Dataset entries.

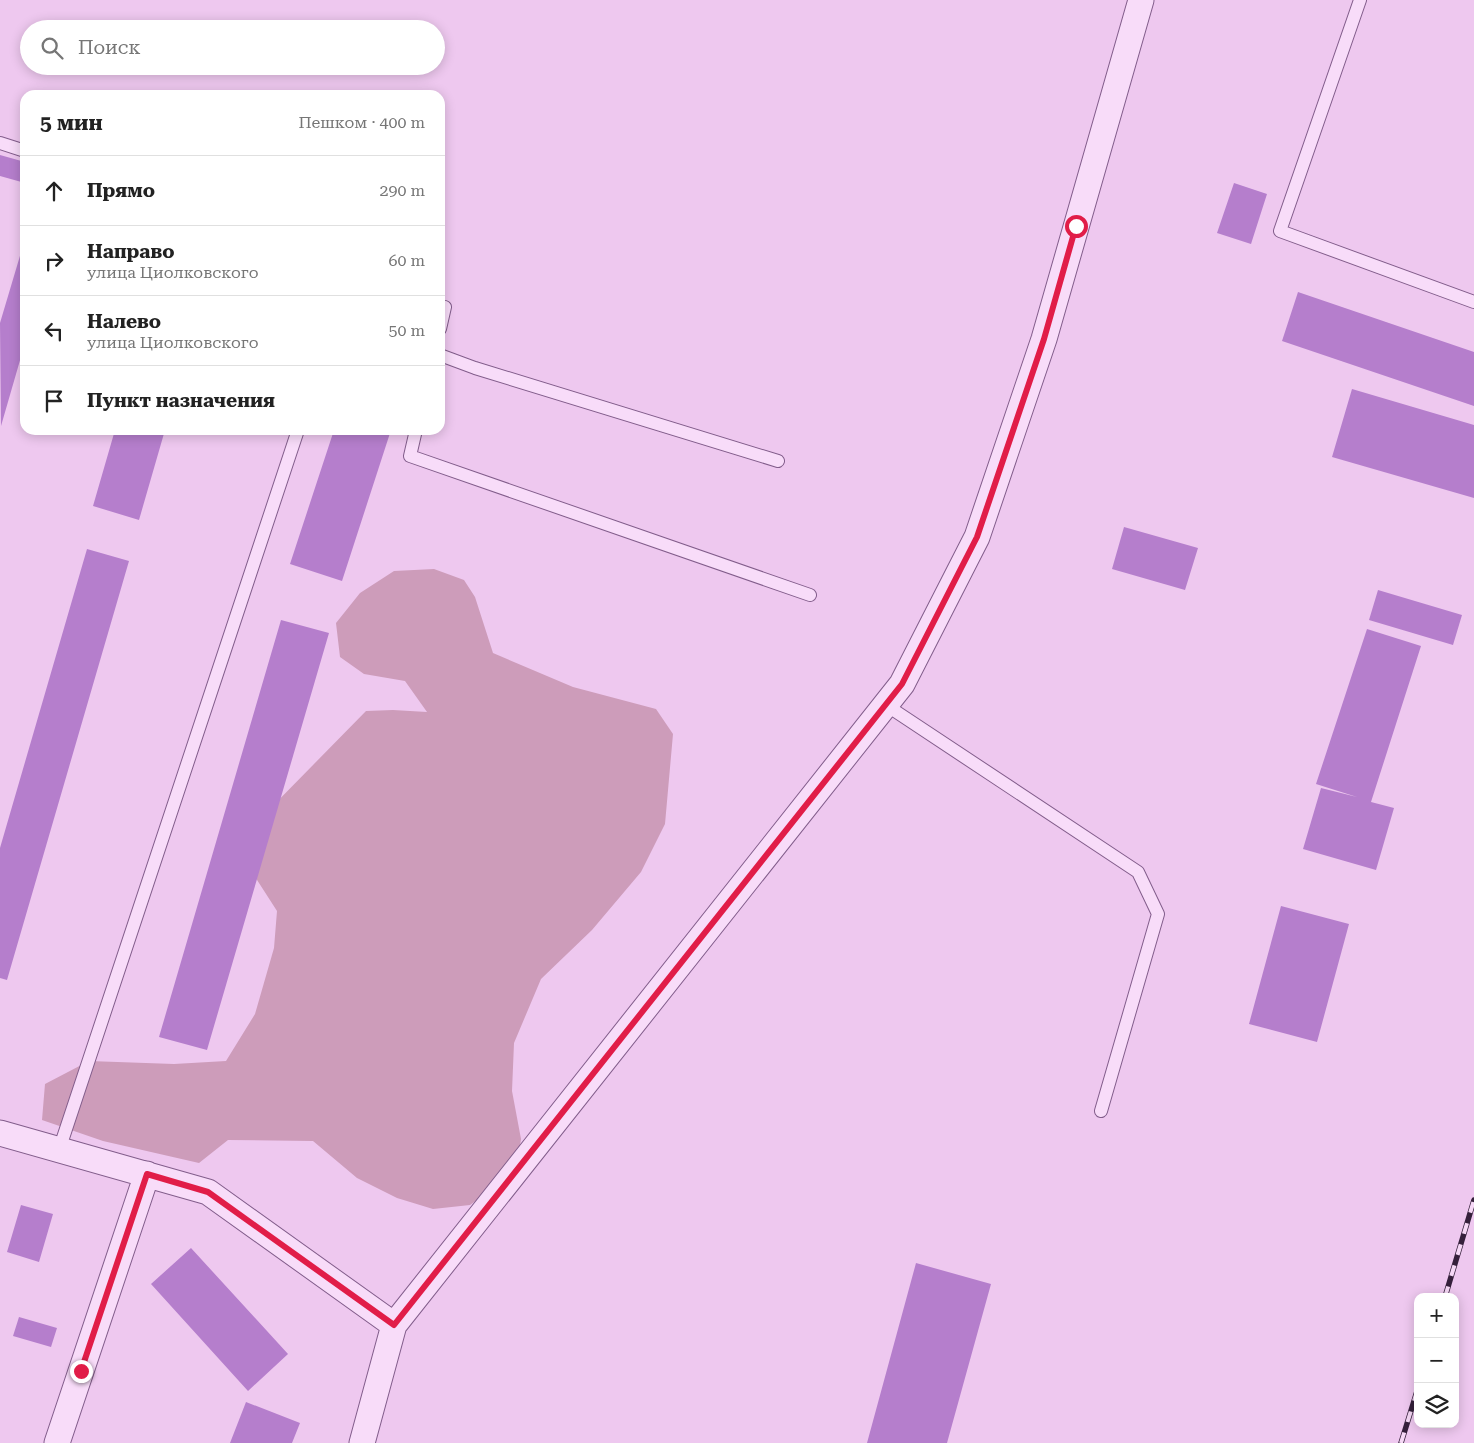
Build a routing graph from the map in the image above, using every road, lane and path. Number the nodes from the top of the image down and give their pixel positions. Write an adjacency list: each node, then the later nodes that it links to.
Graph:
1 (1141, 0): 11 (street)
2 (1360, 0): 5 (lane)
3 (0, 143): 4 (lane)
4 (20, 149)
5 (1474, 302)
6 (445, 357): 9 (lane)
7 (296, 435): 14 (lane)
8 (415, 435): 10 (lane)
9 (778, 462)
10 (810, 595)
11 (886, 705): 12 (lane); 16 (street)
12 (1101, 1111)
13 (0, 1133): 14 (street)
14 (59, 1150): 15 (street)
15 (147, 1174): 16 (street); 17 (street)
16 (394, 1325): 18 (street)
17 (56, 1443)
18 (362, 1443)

DIRECTIONS FOR THIS TASK. Where a record above holds a picture, drop the picture and print the rest exactly.

WRITTEN REPLY.
Build a routing graph from the map in the image above, using every road, lane and path. Number the nodes from the top of the image down and give their pixel positions. Write an adjacency list: each node, then the later nodes that it links to.
Graph:
1 (1141, 0): 11 (street)
2 (1360, 0): 5 (lane)
3 (0, 143): 4 (lane)
4 (20, 149)
5 (1474, 302)
6 (445, 357): 9 (lane)
7 (296, 435): 14 (lane)
8 (415, 435): 10 (lane)
9 (778, 462)
10 (810, 595)
11 (886, 705): 12 (lane); 16 (street)
12 (1101, 1111)
13 (0, 1133): 14 (street)
14 (59, 1150): 15 (street)
15 (147, 1174): 16 (street); 17 (street)
16 (394, 1325): 18 (street)
17 (56, 1443)
18 (362, 1443)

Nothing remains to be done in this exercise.